#1 Browsing by Contributors using dedicated Elasticsearch index
This approach is the same as browsing by subjects.
Pros | Cons |
---|---|
Easy to implement by reusing existing code base | Requires additional space to store the dedicated index |
Requires additional code to manage update and delete events (each batch with that event refreshes Elasticsearch index) |
#2 Browsing by Contributors using PostgreSQL table
This options provides ability to browse by using PostgreSQL table with index on the contributors field.
create table instance_subjects ( subject text not null, instance_id text not null, constraint instance_subject_pk primary key (subject, instance_id) ); create index instance_subjects_subject on diku_mod_search.instance_subjects (lower(subject));
Insertions can be done in batch, which can be done configuring Spring Data Jpa:
insert into instance_subjects(instance_id, subject) values (?,?) on conflict do nothing;
spring: jpa: properties: hibernate: order_inserts: true order_updates: true jdbc.batch_size: 500
@Data @Entity @NoArgsConstructor @Table(name = "instance_subjects") @AllArgsConstructor(staticName = "of") @SQLInsert(sql = "insert into instance_subjects(instance_id, subject) values (?, ?) on conflict do nothing") public class InstanceSubjectEntity implements Persistable<InstanceSubjectEntityId> { @EmbeddedId private InstanceSubjectEntityId id; @Override public boolean isNew() { return true; } } @Data @Embeddable @NoArgsConstructor @AllArgsConstructor(staticName = "of") public class InstanceSubjectEntityId implements Serializable { private String subject; private String instanceId; }
select subject, count(*) from instance_subjects where subject in ( select distinct on (lower(subject)) subject from instance_subjects where lower(subject) < :anchor order by lower(subject) desc limit :limit ) group by subject order by lower(subject);
select subject, count(*) from instance_subjects where subject in ( select distinct on (lower(subject)) subject from instance_subjects where lower(subject) >= :anchor order by lower(subject) limit :limit ) group by subject order by lower(subject);
Pros | Cons |
---|---|
Fast to query (faster than other options) | Requires additional space to store the dedicated index (~1Gb per million resources) |
Easy to manage update and delete events |
#3 Browsing by Contributors using PostgreSQL index and Elasticsearch terms aggregation
This approach can be implemented in two steps:
- Create new index for lowercase contributor values from instance jsons and browse by it
- Retrieve counts using terms aggregation per contributor entity
Pros | Cons |
---|---|
It can be slightly better than option #1, because there is no need to store and manage dedicated index or table | Additional load to the existing data storage and mod-inventory-storage |
No need to manage update and delete events | Additional index can slow down document indexing for mod-inventory-storage |
Slower than option #2 |
#4 Browse by range query and numeric representation of incoming value
This approach can be based on the Call-Number browsing. The main idea is to create a long value for the string and use it for the range query to limit the number of documents to aggregate.

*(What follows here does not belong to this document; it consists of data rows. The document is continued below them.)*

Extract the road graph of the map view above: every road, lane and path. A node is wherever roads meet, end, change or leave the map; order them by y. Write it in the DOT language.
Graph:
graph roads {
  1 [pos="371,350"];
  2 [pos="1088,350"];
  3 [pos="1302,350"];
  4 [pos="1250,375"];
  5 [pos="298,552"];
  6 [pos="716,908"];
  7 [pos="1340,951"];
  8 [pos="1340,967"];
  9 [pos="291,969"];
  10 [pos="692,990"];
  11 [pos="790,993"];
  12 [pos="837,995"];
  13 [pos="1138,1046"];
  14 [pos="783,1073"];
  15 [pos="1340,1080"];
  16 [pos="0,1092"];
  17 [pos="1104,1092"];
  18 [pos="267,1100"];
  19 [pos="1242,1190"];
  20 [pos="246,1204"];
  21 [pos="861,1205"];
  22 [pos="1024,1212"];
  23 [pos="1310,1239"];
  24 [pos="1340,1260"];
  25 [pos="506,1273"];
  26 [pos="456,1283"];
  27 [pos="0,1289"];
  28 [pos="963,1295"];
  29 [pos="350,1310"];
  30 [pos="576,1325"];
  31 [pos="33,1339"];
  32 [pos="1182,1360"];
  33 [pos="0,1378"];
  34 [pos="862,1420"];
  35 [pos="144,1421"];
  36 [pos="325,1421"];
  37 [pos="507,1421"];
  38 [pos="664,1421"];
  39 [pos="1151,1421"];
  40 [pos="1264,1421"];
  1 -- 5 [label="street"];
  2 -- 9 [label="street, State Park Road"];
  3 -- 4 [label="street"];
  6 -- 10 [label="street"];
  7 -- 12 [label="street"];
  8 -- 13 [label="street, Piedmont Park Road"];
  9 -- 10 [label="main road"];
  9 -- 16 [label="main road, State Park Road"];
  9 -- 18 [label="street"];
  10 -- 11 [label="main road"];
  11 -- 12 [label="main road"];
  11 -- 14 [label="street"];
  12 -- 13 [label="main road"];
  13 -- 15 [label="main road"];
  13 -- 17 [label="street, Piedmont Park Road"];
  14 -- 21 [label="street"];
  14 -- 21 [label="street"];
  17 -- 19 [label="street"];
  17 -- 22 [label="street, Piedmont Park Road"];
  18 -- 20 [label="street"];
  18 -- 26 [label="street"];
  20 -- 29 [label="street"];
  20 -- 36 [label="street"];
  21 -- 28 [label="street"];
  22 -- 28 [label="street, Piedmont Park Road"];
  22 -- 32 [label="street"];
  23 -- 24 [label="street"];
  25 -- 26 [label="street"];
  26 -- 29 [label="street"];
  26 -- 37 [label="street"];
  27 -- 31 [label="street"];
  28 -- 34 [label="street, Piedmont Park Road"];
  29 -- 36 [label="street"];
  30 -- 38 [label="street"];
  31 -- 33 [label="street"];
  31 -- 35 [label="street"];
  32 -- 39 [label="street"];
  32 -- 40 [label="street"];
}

Items to check/investigate:
- Retrieve number of instances per each contributor
- Manage how to deal with redundant contributors in the result of terms aggregation (script query?)
Pros | Cons |
---|---|
Approximately, the same performance as Call-Number Browsing. | Additional value must be stored within each document - numeric value for each contributor |
No need to store dedicated Elasticsearch index, PostgreSQL table or index |